### Supplied entries ###
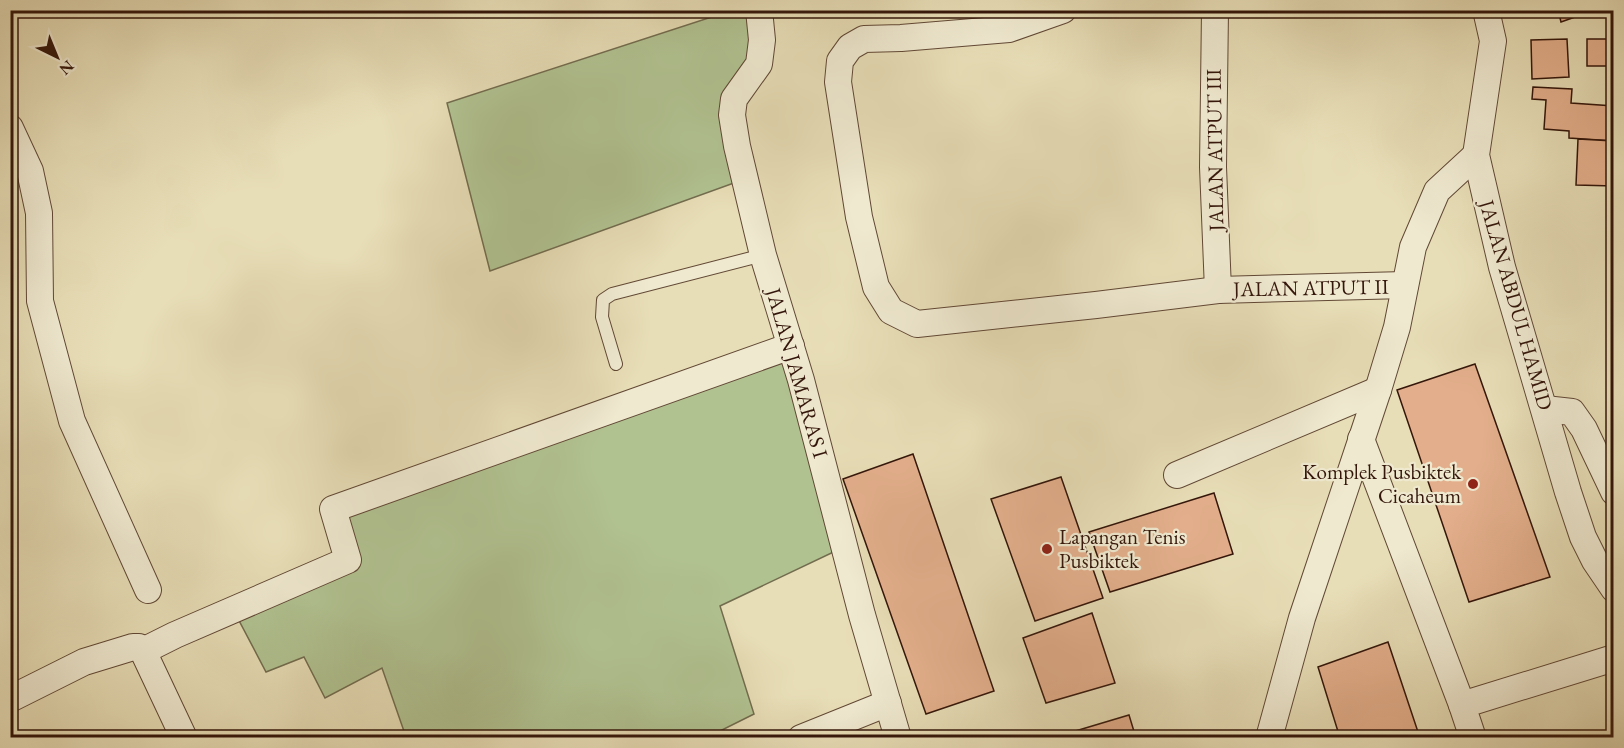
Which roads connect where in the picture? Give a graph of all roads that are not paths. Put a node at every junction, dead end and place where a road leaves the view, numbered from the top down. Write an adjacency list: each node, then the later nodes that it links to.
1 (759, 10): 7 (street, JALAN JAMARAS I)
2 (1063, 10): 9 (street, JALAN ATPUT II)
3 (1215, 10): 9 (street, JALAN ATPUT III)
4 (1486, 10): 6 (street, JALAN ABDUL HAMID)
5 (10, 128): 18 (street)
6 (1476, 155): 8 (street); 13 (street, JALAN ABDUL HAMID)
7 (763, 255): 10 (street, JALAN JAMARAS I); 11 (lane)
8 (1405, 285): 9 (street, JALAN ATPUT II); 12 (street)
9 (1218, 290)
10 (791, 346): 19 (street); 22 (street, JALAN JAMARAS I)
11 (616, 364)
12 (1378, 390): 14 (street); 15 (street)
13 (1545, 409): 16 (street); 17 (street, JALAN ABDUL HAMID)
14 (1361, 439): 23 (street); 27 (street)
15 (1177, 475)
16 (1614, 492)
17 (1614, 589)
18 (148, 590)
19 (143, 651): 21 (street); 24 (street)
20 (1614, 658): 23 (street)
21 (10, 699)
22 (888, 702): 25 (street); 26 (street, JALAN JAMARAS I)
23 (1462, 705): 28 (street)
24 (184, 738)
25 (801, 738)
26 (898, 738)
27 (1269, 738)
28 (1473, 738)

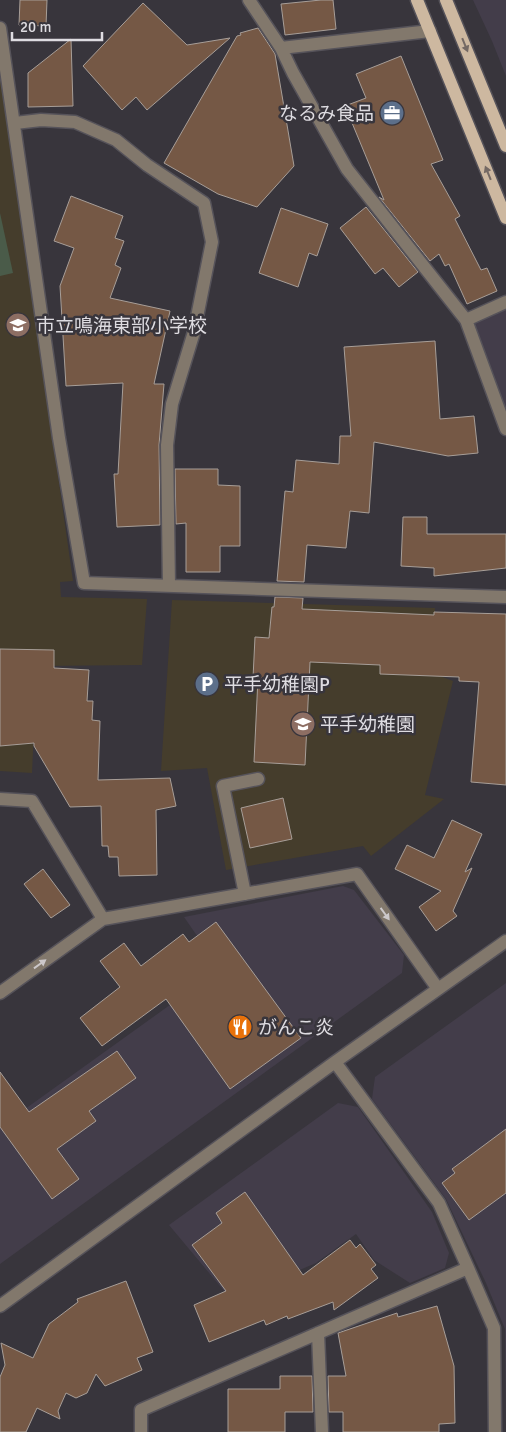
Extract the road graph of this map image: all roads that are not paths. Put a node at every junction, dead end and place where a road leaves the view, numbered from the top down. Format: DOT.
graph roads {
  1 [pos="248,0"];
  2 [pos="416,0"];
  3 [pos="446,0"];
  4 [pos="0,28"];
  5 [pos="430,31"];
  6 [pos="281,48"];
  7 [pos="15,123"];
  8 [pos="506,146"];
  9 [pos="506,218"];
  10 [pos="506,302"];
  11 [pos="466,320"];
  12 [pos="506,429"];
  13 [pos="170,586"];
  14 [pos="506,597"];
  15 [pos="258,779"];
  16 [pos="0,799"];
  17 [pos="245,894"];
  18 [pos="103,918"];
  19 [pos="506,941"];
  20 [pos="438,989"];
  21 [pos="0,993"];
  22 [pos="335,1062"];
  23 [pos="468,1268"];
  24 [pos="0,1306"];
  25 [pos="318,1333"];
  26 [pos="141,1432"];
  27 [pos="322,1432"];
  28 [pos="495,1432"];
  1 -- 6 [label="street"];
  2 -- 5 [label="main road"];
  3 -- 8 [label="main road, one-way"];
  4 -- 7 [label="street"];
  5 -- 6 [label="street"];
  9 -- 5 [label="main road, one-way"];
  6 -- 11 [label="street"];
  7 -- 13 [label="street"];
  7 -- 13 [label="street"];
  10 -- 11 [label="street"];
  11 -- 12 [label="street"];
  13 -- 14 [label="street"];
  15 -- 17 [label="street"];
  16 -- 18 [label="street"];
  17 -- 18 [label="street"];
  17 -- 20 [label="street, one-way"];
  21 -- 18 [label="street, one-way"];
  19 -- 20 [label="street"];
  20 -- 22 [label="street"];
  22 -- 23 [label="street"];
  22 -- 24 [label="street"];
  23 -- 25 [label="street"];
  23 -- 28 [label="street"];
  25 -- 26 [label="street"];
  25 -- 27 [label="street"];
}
###
Repeat the data word for word. Skip the pictures.

Which roads connect where in the picture? Give a graph of all roads that are not paths. Put a node at every junction, dead end and place where a road leaves the view, numbered from the top down. Write an adjacency list: each node, then the later nodes that it links to.
1 (759, 10): 7 (street, JALAN JAMARAS I)
2 (1063, 10): 9 (street, JALAN ATPUT II)
3 (1215, 10): 9 (street, JALAN ATPUT III)
4 (1486, 10): 6 (street, JALAN ABDUL HAMID)
5 (10, 128): 18 (street)
6 (1476, 155): 8 (street); 13 (street, JALAN ABDUL HAMID)
7 (763, 255): 10 (street, JALAN JAMARAS I); 11 (lane)
8 (1405, 285): 9 (street, JALAN ATPUT II); 12 (street)
9 (1218, 290)
10 (791, 346): 19 (street); 22 (street, JALAN JAMARAS I)
11 (616, 364)
12 (1378, 390): 14 (street); 15 (street)
13 (1545, 409): 16 (street); 17 (street, JALAN ABDUL HAMID)
14 (1361, 439): 23 (street); 27 (street)
15 (1177, 475)
16 (1614, 492)
17 (1614, 589)
18 (148, 590)
19 (143, 651): 21 (street); 24 (street)
20 (1614, 658): 23 (street)
21 (10, 699)
22 (888, 702): 25 (street); 26 (street, JALAN JAMARAS I)
23 (1462, 705): 28 (street)
24 (184, 738)
25 (801, 738)
26 (898, 738)
27 (1269, 738)
28 (1473, 738)

Extract the road graph of this map image: all roads that are not paths. Put a node at every junction, dead end and place where a road leaves the view, numbered from the top down. Format: DOT.
graph roads {
  1 [pos="248,0"];
  2 [pos="416,0"];
  3 [pos="446,0"];
  4 [pos="0,28"];
  5 [pos="430,31"];
  6 [pos="281,48"];
  7 [pos="15,123"];
  8 [pos="506,146"];
  9 [pos="506,218"];
  10 [pos="506,302"];
  11 [pos="466,320"];
  12 [pos="506,429"];
  13 [pos="170,586"];
  14 [pos="506,597"];
  15 [pos="258,779"];
  16 [pos="0,799"];
  17 [pos="245,894"];
  18 [pos="103,918"];
  19 [pos="506,941"];
  20 [pos="438,989"];
  21 [pos="0,993"];
  22 [pos="335,1062"];
  23 [pos="468,1268"];
  24 [pos="0,1306"];
  25 [pos="318,1333"];
  26 [pos="141,1432"];
  27 [pos="322,1432"];
  28 [pos="495,1432"];
  1 -- 6 [label="street"];
  2 -- 5 [label="main road"];
  3 -- 8 [label="main road, one-way"];
  4 -- 7 [label="street"];
  5 -- 6 [label="street"];
  9 -- 5 [label="main road, one-way"];
  6 -- 11 [label="street"];
  7 -- 13 [label="street"];
  7 -- 13 [label="street"];
  10 -- 11 [label="street"];
  11 -- 12 [label="street"];
  13 -- 14 [label="street"];
  15 -- 17 [label="street"];
  16 -- 18 [label="street"];
  17 -- 18 [label="street"];
  17 -- 20 [label="street, one-way"];
  21 -- 18 [label="street, one-way"];
  19 -- 20 [label="street"];
  20 -- 22 [label="street"];
  22 -- 23 [label="street"];
  22 -- 24 [label="street"];
  23 -- 25 [label="street"];
  23 -- 28 [label="street"];
  25 -- 26 [label="street"];
  25 -- 27 [label="street"];
}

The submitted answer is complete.